April 12, 2010 Leave a comment

By Gerry Greber

Gerry Greber

LA JOLLA, California — San Diego’s Jewish community on Sunday, April 11, held its largest commemoration of the Holocaust in 65 years to remember and honor those who were victims or liberators during the Holocaust.  

Organized by Michael Bart, a son of Holocaust survivors, the ceremony at the Lawrence Family JCC paid particular attention to American GI’s who fought in WW2 including those who participated in the liberation of some of the concentration camps.

A movie presentation told of a gun battle with the Nazi guards at Dachau, in which all the Nazi guards at that concentration camp were killed. Sandy Lebman, who participated in the liberation of Dachau, was on hand for the presentation.

The movie and opportunity to meet Lebman brought to tears Ralph Ransenberg, who attended the ceremony with  his wife Marlene.  Like Lebman he had been an American GI in the European theatre, but Ransenberg never got to directly avenge his family against their Nazi persecutors.  His unit was among those that fought in northern Italy before going on to occupy Germany after the war.

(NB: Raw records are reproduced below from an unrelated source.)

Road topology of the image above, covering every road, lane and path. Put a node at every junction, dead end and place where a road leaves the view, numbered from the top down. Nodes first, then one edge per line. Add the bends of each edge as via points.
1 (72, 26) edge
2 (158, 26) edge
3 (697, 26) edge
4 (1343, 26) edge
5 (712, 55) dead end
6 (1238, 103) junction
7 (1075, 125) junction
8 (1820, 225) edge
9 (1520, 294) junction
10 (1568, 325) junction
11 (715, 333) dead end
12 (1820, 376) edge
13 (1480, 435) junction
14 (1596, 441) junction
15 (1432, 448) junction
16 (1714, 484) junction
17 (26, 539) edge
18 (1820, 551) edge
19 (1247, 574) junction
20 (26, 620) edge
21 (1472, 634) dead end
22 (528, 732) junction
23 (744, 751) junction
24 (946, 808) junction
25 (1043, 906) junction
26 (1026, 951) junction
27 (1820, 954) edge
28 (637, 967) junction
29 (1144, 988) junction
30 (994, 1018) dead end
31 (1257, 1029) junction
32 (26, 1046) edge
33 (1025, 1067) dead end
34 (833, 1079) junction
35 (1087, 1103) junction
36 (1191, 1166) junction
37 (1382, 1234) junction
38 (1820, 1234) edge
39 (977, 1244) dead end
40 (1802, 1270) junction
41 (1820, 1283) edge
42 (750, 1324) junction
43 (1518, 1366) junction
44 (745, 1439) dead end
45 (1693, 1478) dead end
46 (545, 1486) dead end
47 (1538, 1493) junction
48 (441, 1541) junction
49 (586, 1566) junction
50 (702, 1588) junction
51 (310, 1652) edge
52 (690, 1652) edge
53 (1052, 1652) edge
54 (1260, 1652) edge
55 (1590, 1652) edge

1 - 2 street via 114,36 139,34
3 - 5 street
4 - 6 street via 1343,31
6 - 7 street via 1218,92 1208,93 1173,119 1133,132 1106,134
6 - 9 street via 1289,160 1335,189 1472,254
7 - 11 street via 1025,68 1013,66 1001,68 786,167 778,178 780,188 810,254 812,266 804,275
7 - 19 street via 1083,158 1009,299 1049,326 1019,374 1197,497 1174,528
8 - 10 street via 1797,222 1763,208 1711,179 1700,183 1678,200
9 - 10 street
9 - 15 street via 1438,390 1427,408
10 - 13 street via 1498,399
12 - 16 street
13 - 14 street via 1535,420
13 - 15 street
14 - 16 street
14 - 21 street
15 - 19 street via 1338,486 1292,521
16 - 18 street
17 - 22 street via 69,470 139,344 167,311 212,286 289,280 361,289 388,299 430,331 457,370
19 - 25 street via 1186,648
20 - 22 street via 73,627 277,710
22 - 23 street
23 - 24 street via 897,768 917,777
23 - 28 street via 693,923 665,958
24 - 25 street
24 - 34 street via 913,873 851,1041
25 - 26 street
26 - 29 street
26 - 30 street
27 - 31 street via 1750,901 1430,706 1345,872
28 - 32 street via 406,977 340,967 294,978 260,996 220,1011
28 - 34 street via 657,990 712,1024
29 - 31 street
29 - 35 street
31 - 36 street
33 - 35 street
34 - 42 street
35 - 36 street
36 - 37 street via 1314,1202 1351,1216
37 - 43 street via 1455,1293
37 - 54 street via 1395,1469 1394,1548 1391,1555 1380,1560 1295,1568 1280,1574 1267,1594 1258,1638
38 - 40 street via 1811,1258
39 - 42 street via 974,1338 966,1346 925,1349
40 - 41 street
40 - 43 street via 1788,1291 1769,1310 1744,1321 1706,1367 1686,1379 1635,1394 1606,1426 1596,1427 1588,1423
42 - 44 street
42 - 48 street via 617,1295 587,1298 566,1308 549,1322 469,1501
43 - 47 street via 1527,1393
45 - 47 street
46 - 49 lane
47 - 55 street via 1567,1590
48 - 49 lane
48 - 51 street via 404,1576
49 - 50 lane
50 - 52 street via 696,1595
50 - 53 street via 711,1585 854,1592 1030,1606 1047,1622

Much of Ransenberg’s family had been murdered by the Nazis.  His father and the three youngest children perished at Theresienstadt.  A brother, Gunther, was executed at Auschwitz after being among a group of inmates who threw snowballs in fun at some girls who had hurled them at inmates repairing a railroad.   The other inmates weren’t Jewish and they were not punished. But Gunther was executed for “defiling” the Aryan race.  A remaining brother Fred, survived several concentration camps and now lives in South Carolina.

At a gathering after the event, Ransenberg met Lebman and they spoke with each other for some time.

The Yom HaShoah commemoration was noted in a City of San Diego proclamation  issued by San Diego Mayor Jerry Sanders. And what a special day it turned out to be.  The 300-seat Garfield Auditorium was so packed, a special room with a large screen had to be opened to handle the overflowing crowd.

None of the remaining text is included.